YOUR OBJECTIVE: Below are the records; locate each line with the word "graph" and copy it.

Stored dataset items:
****************************************
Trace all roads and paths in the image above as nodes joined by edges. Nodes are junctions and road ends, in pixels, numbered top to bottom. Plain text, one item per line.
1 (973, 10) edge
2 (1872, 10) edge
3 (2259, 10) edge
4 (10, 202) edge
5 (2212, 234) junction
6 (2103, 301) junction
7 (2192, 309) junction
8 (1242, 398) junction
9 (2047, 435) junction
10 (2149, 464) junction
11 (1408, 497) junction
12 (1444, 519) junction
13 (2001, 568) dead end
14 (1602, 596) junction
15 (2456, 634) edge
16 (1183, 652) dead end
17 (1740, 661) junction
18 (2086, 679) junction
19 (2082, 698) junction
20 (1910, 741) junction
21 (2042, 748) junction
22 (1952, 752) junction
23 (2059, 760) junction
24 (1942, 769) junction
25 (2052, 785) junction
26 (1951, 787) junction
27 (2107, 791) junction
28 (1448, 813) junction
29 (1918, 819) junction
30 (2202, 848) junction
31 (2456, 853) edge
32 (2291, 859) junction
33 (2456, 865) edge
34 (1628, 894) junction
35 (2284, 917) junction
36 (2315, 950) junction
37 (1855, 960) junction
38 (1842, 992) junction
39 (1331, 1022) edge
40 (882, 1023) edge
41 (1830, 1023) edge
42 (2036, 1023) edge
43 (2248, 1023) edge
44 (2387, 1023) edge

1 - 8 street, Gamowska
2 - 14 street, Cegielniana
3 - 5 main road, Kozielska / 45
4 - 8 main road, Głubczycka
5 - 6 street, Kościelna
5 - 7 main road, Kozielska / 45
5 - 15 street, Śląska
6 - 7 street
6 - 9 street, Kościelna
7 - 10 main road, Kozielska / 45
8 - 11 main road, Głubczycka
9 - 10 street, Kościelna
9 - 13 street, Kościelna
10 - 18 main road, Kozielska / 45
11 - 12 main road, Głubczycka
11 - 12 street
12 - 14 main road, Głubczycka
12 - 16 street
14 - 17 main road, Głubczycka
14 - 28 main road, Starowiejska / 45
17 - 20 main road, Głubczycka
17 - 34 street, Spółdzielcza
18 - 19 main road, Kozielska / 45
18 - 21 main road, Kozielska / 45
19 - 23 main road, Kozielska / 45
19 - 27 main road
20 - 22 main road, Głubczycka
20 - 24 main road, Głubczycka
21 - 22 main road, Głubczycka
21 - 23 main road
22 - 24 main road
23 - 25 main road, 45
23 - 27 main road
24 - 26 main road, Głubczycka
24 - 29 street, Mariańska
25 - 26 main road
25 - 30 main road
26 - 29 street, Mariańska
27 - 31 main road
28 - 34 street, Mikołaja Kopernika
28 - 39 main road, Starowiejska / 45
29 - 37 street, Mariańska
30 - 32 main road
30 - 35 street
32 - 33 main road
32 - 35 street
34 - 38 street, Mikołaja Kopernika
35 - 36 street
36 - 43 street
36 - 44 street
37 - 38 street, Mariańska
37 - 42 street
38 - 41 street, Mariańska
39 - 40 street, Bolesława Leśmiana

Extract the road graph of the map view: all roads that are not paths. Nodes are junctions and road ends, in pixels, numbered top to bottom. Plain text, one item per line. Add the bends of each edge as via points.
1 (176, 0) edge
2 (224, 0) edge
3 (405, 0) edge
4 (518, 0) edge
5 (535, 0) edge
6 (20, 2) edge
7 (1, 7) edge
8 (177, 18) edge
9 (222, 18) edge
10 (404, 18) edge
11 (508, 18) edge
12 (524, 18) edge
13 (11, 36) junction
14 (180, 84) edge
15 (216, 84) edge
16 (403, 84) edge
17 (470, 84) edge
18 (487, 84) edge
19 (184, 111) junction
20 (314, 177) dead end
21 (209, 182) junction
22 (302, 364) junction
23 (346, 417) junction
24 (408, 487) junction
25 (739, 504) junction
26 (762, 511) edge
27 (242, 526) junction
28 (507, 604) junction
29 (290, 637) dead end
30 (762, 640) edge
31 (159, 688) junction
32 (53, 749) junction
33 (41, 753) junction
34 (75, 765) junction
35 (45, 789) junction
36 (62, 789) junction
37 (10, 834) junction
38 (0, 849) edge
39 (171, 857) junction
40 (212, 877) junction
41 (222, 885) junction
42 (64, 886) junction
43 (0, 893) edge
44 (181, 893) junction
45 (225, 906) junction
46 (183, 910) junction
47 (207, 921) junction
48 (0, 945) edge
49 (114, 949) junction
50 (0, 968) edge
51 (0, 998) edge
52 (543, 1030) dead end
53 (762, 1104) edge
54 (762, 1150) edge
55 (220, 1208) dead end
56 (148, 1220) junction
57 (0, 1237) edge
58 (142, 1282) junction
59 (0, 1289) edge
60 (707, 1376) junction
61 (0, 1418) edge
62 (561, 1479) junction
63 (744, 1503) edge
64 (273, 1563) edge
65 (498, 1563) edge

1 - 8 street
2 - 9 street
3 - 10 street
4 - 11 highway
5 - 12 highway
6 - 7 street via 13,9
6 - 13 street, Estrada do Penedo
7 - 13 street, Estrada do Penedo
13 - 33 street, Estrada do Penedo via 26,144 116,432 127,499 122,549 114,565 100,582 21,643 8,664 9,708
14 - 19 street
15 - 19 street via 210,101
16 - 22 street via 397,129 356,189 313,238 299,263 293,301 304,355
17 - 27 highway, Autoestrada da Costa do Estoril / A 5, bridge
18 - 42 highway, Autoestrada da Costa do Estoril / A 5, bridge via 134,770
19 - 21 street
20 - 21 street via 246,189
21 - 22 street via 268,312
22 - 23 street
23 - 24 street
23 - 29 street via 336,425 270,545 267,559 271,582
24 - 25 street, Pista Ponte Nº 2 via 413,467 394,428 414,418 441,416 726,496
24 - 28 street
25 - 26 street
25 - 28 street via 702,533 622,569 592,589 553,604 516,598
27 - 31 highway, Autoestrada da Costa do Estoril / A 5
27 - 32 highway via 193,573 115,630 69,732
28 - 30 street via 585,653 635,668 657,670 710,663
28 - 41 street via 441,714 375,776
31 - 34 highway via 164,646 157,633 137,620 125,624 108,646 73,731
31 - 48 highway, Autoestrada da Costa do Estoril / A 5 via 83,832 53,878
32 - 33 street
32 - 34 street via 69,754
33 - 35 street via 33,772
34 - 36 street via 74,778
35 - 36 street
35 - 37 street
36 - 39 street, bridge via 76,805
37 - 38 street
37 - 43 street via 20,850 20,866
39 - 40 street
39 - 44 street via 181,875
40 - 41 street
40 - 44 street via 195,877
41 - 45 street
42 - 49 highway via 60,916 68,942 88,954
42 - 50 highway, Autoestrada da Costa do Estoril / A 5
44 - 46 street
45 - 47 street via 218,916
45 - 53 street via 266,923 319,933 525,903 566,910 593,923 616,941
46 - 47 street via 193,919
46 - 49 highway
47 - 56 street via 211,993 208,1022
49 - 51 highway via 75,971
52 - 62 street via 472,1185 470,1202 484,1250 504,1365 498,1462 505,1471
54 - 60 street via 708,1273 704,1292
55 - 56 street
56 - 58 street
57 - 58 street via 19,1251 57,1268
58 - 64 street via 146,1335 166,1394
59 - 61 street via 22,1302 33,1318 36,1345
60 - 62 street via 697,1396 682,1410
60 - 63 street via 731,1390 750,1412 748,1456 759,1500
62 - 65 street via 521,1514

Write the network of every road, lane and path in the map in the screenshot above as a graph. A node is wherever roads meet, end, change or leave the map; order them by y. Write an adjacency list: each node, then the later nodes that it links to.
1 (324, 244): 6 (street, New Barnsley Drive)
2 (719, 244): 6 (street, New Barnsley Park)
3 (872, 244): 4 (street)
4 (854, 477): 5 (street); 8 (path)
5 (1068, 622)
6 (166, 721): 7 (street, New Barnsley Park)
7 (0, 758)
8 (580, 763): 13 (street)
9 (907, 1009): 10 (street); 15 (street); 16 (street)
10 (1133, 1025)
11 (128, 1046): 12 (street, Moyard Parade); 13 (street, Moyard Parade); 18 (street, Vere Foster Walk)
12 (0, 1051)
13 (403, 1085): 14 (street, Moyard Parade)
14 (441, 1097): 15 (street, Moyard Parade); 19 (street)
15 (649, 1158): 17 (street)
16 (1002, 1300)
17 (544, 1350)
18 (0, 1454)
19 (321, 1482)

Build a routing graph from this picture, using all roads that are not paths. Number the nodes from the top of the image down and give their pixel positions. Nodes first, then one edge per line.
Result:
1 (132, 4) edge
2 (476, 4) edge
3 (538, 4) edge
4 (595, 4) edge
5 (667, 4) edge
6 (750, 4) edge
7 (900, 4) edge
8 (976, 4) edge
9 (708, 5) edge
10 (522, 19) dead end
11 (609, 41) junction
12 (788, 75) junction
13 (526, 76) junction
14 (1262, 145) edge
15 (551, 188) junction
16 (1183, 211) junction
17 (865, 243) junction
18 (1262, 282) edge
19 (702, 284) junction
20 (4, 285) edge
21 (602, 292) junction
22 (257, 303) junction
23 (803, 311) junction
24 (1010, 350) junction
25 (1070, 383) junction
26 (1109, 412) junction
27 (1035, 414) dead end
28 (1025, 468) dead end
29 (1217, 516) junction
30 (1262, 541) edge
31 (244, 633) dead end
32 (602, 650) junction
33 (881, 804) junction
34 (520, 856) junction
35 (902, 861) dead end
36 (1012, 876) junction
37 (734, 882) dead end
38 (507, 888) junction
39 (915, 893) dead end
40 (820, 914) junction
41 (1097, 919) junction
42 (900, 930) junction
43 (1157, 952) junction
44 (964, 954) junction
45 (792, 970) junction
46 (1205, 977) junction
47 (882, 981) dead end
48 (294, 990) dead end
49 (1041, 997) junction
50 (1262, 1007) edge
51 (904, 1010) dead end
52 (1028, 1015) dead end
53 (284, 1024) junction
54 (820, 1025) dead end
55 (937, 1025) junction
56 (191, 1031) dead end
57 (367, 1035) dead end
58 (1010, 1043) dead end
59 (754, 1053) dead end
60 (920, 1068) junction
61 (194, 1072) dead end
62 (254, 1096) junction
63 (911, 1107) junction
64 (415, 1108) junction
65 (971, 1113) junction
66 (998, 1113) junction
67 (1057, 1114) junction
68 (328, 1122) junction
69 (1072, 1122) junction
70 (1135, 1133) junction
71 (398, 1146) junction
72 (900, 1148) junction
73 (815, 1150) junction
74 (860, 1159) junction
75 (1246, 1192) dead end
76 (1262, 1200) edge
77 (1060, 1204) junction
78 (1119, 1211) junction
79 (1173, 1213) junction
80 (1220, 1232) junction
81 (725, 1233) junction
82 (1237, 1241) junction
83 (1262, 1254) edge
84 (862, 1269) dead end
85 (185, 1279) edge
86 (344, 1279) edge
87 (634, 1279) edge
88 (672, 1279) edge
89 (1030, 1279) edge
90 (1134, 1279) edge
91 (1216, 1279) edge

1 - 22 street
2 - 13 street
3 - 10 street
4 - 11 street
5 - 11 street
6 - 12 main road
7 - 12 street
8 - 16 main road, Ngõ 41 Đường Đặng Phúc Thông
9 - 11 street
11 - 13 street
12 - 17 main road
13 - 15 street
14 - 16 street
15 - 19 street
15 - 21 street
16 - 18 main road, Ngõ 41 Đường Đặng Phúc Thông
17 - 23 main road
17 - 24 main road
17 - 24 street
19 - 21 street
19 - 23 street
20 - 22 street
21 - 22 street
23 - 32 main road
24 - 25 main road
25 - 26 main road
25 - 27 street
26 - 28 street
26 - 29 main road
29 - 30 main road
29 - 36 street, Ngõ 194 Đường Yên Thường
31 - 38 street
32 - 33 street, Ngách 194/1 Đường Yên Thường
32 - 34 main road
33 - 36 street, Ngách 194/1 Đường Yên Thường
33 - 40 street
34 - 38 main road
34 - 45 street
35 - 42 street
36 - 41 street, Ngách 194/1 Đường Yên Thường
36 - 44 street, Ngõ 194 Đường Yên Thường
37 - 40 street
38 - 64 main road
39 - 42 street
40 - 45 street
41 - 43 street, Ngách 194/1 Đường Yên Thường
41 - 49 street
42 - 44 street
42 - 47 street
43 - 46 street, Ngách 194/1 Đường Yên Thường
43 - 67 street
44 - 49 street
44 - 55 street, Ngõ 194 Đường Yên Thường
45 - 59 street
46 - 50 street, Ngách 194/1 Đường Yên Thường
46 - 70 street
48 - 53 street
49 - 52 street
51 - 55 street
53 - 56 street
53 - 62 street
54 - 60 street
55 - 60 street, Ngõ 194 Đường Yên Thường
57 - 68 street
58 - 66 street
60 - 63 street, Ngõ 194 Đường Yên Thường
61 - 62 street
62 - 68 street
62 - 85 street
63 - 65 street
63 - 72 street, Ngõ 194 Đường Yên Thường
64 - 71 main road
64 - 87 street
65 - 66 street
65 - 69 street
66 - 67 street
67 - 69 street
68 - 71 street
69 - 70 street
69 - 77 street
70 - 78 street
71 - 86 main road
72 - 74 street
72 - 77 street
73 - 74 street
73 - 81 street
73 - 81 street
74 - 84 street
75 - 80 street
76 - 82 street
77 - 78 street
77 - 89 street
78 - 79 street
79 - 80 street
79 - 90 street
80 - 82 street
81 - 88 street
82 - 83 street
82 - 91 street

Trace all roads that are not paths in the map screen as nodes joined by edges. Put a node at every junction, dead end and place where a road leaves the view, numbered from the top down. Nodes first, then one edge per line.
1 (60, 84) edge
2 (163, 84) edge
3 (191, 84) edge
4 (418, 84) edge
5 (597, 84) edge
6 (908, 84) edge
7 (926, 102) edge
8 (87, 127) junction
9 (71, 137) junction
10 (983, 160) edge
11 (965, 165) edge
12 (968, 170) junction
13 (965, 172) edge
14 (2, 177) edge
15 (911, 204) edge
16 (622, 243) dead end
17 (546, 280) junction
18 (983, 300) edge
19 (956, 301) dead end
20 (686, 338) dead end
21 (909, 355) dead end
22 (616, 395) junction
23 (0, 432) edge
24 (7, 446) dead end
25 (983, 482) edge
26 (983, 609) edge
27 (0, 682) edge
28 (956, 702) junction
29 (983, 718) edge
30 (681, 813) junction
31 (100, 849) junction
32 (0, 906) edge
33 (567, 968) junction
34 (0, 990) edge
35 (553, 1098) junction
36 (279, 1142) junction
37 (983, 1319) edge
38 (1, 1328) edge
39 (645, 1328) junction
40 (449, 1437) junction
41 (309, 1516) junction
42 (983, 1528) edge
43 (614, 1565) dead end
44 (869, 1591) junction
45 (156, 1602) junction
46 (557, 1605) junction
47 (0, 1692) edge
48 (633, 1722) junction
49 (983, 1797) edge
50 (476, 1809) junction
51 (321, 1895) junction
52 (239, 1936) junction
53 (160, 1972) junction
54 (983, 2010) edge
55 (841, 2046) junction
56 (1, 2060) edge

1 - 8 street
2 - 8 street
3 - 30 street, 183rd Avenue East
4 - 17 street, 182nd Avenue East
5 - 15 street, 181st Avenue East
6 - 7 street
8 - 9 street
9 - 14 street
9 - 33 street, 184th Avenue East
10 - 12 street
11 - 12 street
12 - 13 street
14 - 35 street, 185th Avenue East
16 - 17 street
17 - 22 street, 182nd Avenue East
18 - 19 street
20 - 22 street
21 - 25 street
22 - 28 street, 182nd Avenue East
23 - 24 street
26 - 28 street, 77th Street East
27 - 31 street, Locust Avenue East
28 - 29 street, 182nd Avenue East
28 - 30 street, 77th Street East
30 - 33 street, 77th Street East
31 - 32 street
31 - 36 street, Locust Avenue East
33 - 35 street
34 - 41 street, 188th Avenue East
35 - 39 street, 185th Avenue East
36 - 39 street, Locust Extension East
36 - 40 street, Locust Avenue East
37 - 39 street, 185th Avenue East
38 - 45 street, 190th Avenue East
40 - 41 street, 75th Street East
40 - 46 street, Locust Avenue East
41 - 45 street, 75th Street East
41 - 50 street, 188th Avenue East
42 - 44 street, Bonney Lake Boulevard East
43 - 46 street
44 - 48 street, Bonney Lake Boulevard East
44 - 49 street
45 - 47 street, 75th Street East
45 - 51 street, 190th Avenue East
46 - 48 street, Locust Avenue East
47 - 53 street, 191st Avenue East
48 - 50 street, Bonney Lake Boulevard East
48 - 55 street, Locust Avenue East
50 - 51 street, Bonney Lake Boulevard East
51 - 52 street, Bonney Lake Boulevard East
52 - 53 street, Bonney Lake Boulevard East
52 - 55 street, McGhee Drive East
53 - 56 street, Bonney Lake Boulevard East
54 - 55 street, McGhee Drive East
****************************************
RESPONSE AREA:
Extract the road graph of the map view: all roads that are not paths. Nodes are junctions and road ends, in pixels, numbered top to bottom. Plain text, one item per line. Add the bends of each edge as via points.
Write the network of every road, lane and path in the map in the screenshot above as a graph. A node is wherever roads meet, end, change or leave the map; order them by y. Write an adjacency list: each node, then the later nodes that it links to.
Build a routing graph from this picture, using all roads that are not paths. Number the nodes from the top of the image down and give their pixel positions. Nodes first, then one edge per line.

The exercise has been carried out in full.